Lorsque nous envisageons de transférer notre résidence fiscale hors de France, nous devons impérativement nous interroger sur l’application de l’exit tax. Ce dispositif fiscal, instauré en 2011 pour contrer les stratégies d’optimisation fiscale, vise principalement les détenteurs de participations importantes qui quittent le territoire français. Nous constatons régulièrement que cette imposition soulève de nombreuses interrogations, notamment concernant les critères déclenchant son application et les modalités pratiques de mise en œuvre. Dans nos activités professionnelles, nous avons observé que cette problématique concerne particulièrement les dirigeants d’entreprise et les investisseurs ayant constitué un patrimoine mobilier significatif au fil de leur carrière. La compréhension précise de ce mécanisme s’avère donc indispensable pour anticiper les conséquences fiscales d’un départ à l’étranger.

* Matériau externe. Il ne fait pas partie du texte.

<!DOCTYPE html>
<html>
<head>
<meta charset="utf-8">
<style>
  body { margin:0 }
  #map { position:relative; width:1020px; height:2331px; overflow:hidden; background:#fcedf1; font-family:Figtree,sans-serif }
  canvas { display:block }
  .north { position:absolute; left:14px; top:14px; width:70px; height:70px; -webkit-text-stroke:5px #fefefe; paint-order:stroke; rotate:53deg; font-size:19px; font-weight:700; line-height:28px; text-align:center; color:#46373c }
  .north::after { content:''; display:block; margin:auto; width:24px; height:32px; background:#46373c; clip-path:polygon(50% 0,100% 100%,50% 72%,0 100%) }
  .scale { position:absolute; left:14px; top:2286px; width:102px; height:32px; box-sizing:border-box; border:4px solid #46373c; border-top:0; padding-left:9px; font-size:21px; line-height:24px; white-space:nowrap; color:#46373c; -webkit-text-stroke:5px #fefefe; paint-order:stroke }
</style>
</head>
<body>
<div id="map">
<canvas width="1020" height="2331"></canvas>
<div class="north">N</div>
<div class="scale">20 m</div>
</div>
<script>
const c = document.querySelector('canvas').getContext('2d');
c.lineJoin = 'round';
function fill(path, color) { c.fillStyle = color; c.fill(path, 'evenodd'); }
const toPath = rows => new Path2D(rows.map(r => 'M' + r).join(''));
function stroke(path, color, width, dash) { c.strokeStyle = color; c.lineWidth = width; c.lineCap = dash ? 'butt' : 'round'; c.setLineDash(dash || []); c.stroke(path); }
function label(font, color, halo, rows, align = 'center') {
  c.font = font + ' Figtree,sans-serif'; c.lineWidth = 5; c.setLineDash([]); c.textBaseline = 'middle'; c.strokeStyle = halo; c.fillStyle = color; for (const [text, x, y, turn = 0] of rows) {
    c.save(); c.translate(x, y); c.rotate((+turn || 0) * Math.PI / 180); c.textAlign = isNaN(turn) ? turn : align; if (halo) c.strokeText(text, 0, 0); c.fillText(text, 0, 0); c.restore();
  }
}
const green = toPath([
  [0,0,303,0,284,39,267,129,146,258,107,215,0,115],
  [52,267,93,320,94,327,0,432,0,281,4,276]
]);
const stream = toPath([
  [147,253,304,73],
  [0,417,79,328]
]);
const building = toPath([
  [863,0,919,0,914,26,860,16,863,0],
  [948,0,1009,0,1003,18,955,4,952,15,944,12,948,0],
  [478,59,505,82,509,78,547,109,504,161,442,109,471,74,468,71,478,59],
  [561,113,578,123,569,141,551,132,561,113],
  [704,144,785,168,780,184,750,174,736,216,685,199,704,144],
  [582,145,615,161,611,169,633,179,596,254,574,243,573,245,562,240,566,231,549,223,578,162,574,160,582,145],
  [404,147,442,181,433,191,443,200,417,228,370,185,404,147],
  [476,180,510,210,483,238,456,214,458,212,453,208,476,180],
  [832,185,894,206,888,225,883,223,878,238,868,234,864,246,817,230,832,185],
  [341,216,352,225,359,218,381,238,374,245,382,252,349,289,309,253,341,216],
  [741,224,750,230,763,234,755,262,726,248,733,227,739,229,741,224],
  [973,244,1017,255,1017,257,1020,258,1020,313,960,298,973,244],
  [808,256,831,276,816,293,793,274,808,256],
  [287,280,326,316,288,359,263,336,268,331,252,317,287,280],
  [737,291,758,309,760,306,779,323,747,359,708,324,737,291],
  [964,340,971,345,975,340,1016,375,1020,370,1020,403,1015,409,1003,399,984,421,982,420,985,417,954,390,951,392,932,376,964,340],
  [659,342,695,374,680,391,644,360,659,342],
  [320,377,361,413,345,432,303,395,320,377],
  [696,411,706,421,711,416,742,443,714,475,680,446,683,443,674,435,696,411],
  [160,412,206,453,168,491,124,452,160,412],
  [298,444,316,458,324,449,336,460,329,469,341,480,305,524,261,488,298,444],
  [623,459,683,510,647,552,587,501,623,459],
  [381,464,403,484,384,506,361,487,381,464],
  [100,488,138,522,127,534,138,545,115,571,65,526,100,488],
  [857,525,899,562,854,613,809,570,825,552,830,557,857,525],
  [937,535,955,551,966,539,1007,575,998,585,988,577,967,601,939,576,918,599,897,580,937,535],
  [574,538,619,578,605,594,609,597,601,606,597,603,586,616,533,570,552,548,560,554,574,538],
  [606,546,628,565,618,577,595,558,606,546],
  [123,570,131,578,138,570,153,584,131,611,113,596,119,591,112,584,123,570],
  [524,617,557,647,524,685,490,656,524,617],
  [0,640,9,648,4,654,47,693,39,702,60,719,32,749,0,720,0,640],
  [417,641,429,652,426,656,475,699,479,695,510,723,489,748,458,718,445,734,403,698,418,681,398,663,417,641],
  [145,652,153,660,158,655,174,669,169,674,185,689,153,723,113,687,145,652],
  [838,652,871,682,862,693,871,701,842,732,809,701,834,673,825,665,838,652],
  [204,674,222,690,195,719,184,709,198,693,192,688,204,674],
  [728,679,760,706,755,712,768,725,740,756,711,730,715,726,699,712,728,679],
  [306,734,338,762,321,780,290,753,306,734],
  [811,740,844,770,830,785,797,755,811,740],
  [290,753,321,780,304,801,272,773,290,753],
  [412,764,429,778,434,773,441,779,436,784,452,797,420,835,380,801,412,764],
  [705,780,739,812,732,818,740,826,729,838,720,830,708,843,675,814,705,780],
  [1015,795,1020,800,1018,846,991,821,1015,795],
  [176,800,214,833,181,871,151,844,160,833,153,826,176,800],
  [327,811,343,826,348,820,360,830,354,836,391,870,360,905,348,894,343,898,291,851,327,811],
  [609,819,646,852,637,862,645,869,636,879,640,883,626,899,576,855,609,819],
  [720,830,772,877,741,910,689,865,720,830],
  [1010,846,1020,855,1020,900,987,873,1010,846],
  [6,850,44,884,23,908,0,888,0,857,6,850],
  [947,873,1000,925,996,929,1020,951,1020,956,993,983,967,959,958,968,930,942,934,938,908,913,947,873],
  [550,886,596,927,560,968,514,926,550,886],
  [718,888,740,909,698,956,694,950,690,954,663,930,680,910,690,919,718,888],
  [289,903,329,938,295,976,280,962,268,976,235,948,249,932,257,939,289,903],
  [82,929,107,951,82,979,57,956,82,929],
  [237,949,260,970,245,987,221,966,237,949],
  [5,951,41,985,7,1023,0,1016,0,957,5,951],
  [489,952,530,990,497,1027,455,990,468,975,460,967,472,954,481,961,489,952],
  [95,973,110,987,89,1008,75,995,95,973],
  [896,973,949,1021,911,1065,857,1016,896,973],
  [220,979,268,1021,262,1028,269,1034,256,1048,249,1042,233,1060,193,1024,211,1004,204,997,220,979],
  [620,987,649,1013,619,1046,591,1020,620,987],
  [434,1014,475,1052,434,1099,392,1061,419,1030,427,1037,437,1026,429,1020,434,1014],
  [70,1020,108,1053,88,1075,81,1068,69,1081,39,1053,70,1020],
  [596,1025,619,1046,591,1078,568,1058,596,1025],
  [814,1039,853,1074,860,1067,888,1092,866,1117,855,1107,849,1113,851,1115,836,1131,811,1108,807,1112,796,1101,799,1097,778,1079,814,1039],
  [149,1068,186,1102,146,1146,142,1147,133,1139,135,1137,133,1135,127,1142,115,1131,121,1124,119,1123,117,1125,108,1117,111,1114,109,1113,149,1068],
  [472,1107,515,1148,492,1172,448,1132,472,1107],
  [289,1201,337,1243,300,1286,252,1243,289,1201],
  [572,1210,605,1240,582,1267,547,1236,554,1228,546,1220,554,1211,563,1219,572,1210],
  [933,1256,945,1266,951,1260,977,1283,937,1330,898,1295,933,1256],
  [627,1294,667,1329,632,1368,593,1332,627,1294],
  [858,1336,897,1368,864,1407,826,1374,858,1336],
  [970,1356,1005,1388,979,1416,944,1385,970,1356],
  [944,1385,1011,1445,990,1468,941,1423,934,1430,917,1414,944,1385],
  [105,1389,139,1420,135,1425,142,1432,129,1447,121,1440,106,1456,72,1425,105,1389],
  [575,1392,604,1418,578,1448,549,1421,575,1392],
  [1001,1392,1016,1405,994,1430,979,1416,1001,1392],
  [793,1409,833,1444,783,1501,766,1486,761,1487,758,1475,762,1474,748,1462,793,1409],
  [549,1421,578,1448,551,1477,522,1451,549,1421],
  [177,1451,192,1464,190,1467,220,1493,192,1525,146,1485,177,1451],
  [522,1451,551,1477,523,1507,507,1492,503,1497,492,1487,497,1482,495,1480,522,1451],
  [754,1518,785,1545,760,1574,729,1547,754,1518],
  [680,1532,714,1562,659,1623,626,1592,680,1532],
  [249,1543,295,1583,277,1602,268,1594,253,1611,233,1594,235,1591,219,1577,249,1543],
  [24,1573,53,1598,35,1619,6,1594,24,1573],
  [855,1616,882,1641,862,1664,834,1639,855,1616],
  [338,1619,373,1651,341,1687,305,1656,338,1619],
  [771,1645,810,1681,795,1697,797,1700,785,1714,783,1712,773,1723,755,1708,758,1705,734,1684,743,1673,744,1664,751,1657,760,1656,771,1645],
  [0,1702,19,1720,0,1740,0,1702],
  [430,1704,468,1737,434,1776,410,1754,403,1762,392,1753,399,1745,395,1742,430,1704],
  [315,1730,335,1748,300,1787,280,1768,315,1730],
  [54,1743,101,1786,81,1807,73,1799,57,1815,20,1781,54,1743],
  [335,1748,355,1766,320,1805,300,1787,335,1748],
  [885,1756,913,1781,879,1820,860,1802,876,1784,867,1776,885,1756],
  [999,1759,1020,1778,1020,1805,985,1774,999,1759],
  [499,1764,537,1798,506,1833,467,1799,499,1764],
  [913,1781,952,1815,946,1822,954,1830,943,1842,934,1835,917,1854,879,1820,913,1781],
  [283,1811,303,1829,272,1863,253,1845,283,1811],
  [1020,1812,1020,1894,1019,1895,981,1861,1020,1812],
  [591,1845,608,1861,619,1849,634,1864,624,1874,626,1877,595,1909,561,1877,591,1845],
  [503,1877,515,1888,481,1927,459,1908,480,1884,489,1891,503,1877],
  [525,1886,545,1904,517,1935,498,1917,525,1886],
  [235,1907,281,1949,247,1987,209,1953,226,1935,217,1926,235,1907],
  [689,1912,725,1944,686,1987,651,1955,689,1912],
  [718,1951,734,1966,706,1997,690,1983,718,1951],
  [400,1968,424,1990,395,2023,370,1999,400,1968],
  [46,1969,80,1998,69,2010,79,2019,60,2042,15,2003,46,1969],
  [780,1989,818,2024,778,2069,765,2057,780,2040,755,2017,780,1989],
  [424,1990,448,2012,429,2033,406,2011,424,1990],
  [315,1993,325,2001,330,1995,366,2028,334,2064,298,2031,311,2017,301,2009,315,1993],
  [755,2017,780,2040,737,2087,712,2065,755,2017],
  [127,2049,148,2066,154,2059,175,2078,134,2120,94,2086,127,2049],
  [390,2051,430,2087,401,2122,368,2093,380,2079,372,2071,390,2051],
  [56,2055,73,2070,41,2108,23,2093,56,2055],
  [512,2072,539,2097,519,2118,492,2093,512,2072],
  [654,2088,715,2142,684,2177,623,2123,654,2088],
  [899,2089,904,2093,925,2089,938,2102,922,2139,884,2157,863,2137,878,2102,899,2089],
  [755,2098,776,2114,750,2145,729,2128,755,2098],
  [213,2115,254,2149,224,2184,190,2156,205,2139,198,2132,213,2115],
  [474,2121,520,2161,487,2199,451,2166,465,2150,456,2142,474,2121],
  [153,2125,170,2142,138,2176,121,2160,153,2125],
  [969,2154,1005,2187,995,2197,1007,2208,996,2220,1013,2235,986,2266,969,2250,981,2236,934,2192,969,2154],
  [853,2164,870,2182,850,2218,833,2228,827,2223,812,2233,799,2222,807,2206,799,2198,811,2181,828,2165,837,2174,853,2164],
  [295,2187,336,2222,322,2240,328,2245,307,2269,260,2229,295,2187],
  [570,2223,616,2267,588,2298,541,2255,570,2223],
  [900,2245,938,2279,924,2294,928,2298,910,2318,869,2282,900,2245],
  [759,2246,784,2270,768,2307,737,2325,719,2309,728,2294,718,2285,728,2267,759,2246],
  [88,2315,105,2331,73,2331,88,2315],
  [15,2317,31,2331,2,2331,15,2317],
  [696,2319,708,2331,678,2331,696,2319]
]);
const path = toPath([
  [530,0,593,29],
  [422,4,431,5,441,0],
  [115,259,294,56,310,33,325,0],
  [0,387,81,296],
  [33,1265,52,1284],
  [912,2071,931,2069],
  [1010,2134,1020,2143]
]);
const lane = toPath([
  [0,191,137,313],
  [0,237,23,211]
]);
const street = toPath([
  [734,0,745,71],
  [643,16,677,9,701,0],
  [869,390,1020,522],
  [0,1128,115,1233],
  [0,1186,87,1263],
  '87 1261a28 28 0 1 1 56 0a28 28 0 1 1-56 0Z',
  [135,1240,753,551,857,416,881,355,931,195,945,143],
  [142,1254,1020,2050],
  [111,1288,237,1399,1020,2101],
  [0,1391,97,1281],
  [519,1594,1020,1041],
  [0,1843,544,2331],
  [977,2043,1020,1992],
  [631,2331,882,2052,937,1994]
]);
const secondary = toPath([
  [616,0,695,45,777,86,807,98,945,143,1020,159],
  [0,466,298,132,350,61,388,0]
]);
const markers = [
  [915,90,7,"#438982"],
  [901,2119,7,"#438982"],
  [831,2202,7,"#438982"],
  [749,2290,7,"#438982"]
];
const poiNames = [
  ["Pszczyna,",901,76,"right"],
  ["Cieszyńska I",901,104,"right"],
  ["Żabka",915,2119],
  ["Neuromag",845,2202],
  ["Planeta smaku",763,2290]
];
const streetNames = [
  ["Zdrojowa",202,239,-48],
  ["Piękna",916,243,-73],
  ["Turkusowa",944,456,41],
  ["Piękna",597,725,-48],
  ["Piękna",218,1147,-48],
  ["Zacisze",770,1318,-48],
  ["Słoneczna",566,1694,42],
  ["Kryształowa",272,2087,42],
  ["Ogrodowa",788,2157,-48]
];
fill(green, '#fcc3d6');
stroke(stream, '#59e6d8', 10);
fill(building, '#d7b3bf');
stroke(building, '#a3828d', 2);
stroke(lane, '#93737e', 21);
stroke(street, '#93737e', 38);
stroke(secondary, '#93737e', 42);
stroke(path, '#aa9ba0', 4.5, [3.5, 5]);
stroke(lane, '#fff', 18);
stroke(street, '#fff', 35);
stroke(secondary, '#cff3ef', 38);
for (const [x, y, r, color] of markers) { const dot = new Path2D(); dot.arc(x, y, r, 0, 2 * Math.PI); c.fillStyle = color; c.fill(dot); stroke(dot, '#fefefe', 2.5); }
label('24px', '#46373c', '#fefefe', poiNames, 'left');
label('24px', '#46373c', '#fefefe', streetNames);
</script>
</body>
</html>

Les critères déterminant l’assujettissement à l’imposition de sortie
Nous sommes redevables de l’exit tax uniquement si nous remplissons simultanément deux conditions cumulatives précises. La première condition impose que nous ayons été résident fiscal français pendant au moins 6 années au cours des 10 dernières années précédant notre départ. Cette exigence temporelle vise à cibler les contribuables ayant établi des liens durables avec la France avant d’envisager une expatriation.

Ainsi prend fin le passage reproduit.